**TASK PROMPT:** Every line below that holds the string "graph" must be copied.

##### DATASET RECORDS

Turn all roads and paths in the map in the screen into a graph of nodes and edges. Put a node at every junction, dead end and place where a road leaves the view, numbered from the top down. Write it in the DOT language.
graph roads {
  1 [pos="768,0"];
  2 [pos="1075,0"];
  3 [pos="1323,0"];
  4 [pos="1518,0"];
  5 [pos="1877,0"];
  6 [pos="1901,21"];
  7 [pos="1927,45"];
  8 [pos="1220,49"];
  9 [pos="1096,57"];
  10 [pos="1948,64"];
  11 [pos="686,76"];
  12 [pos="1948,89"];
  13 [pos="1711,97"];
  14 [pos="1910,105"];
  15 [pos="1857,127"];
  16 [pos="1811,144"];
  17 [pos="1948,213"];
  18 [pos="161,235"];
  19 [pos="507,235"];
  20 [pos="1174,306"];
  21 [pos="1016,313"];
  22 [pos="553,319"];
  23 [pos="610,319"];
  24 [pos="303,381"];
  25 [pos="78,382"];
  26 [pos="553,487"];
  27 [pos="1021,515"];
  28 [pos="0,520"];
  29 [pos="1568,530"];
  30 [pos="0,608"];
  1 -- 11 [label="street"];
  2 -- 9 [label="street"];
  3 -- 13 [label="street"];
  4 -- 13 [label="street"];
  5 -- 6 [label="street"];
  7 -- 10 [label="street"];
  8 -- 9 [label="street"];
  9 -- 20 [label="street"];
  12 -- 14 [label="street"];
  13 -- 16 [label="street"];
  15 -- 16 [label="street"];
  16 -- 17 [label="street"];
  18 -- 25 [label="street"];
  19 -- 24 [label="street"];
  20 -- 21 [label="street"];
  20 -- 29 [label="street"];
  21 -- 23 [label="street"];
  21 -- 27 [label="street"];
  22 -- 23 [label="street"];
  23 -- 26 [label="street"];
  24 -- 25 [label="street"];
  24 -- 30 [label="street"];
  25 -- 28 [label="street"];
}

##########

**SOLUTION TO THE EXERCISE:**
Turn all roads and paths in the map in the screen into a graph of nodes and edges. Put a node at every junction, dead end and place where a road leaves the view, numbered from the top down. Write it in the DOT language.
graph roads {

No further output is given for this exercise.